In particular, MAP4343, a pregnenolone derivative known to promote tubulin assembly, has antidepressant properties.
In this study, we tested the hypothesis that MAP4343 could reduce excessive alcohol consumption in a mouse model of alcohol dependence by normalizing the effect during withdrawal.
Adult male C57BL/6J mice were given limited access to voluntarily drink alcohol and ethanol vapor inhalation (CIE) induced an increase in ethanol intake. Chronic, but not acute, administration of MAP4343 reduced ethanol intake and this effect was more pronounced in CIE-exposed mice.
There was a complex interaction between the effects of MAP4343 and alcohol on emotional behaviors. In the elevated plus maze, chronic MAP4343 tended to increase open arm exploration in alcohol-naive mice but decreased it in alcohol-withdrawn mice. In the tail suspension test, chronic MAP4343 selectively reduced immobility in Air-exposed alcohol drinking mice.

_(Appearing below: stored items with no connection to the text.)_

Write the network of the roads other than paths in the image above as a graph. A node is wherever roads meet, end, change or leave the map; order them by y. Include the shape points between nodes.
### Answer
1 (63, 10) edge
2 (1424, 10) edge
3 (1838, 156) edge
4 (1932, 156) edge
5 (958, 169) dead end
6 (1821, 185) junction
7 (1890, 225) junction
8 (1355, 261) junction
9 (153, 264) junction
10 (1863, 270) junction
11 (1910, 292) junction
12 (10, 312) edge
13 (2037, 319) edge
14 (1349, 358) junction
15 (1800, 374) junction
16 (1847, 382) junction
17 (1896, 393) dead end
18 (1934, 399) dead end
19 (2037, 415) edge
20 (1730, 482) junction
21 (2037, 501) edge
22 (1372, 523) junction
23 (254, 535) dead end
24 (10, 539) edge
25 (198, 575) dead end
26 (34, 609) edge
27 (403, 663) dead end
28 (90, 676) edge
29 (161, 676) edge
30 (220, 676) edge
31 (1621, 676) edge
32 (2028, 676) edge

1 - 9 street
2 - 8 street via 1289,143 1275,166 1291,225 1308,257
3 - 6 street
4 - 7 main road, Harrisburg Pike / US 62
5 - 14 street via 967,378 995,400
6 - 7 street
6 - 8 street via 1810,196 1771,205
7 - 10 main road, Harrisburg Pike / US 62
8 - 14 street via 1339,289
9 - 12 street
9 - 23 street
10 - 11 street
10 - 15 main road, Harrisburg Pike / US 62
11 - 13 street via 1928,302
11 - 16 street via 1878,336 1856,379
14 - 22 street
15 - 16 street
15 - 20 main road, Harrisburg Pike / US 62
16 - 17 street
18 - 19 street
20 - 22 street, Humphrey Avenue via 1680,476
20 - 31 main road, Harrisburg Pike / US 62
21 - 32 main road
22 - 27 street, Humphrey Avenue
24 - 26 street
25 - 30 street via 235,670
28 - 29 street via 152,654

Finally, chronic MAP4343 antagonized the decrease in plasma corticosterone induced by CIE. Simultaneous analysis of tubulin post-translational modifications revealed lower α-tubulin acetylation in the medial prefrontal cortex of CIE withdrawal mice.
Overall, these data support the relevance of microtubules as a therapeutic target for the treatment of AUD.